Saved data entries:

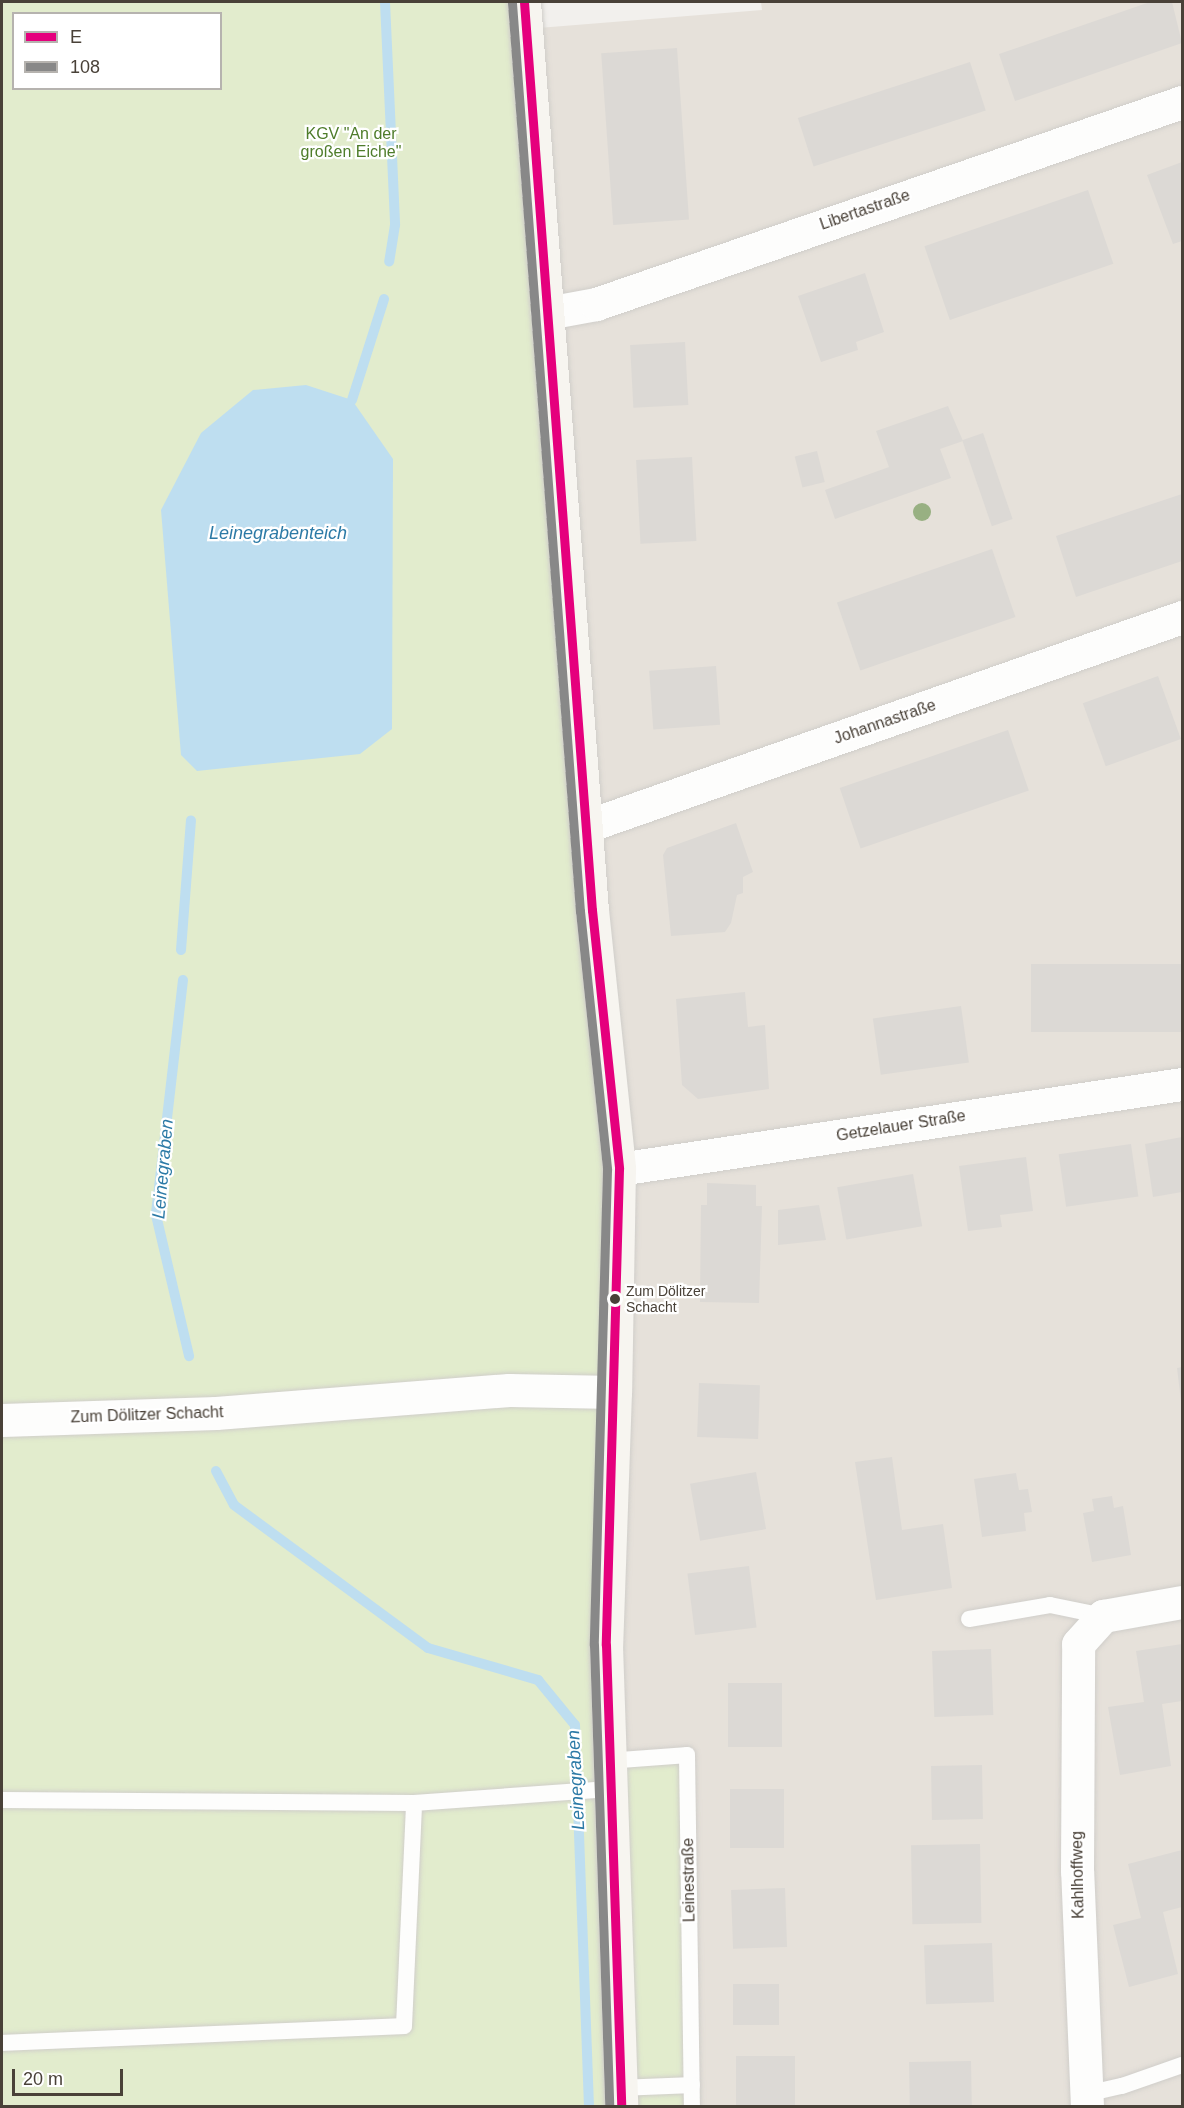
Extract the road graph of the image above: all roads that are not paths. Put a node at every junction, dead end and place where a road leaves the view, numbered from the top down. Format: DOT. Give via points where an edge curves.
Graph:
graph roads {
  1 [pos="524,2"];
  2 [pos="1182,102"];
  3 [pos="547,313"];
  4 [pos="1182,617"];
  5 [pos="587,826"];
  6 [pos="1182,1084"];
  7 [pos="618,1169"];
  8 [pos="615,1392"];
  9 [pos="2,1420"];
  10 [pos="1182,1602"];
  11 [pos="1103,1616"];
  12 [pos="969,1619"];
  13 [pos="602,1780"];
  14 [pos="2,1800"];
  15 [pos="414,1803"];
  16 [pos="2,2043"];
  17 [pos="1182,2065"];
  18 [pos="692,2085"];
  19 [pos="620,2097"];
  20 [pos="1086,2100"];
  21 [pos="692,2106"];
  1 -- 3 [label="main road"];
  2 -- 3 [label="street, Libertastraße" via="596,304"];
  3 -- 5 [label="main road"];
  4 -- 5 [label="street, Johannastraße"];
  5 -- 7 [label="main road"];
  6 -- 7 [label="street, Getzelauer Straße"];
  7 -- 8 [label="main road"];
  8 -- 9 [label="street, Zum Dölitzer Schacht" via="509,1390 216,1413"];
  8 -- 13 [label="main road"];
  10 -- 11 [label="street"];
  11 -- 12 [label="lane" via="1050,1605"];
  11 -- 20 [label="street, Kahlhoffweg" via="1078,1644 1077,1871"];
  13 -- 15 [label="lane" via="565,1791"];
  13 -- 18 [label="lane, Leinestraße" via="687,1755"];
  13 -- 19 [label="main road"];
  14 -- 15 [label="lane"];
  15 -- 16 [label="lane" via="404,2026"];
  17 -- 20 [label="lane"];
  18 -- 19 [label="lane"];
  18 -- 21 [label="lane, Leinestraße"];
}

Exercise: Set the data above down again exactly as given, with no pictures.

Solution for this exercise:
Extract the road graph of the image above: all roads that are not paths. Put a node at every junction, dead end and place where a road leaves the view, numbered from the top down. Format: DOT. Give via points where an edge curves.
Graph:
graph roads {
  1 [pos="524,2"];
  2 [pos="1182,102"];
  3 [pos="547,313"];
  4 [pos="1182,617"];
  5 [pos="587,826"];
  6 [pos="1182,1084"];
  7 [pos="618,1169"];
  8 [pos="615,1392"];
  9 [pos="2,1420"];
  10 [pos="1182,1602"];
  11 [pos="1103,1616"];
  12 [pos="969,1619"];
  13 [pos="602,1780"];
  14 [pos="2,1800"];
  15 [pos="414,1803"];
  16 [pos="2,2043"];
  17 [pos="1182,2065"];
  18 [pos="692,2085"];
  19 [pos="620,2097"];
  20 [pos="1086,2100"];
  21 [pos="692,2106"];
  1 -- 3 [label="main road"];
  2 -- 3 [label="street, Libertastraße" via="596,304"];
  3 -- 5 [label="main road"];
  4 -- 5 [label="street, Johannastraße"];
  5 -- 7 [label="main road"];
  6 -- 7 [label="street, Getzelauer Straße"];
  7 -- 8 [label="main road"];
  8 -- 9 [label="street, Zum Dölitzer Schacht" via="509,1390 216,1413"];
  8 -- 13 [label="main road"];
  10 -- 11 [label="street"];
  11 -- 12 [label="lane" via="1050,1605"];
  11 -- 20 [label="street, Kahlhoffweg" via="1078,1644 1077,1871"];
  13 -- 15 [label="lane" via="565,1791"];
  13 -- 18 [label="lane, Leinestraße" via="687,1755"];
  13 -- 19 [label="main road"];
  14 -- 15 [label="lane"];
  15 -- 16 [label="lane" via="404,2026"];
  17 -- 20 [label="lane"];
  18 -- 19 [label="lane"];
  18 -- 21 [label="lane, Leinestraße"];
}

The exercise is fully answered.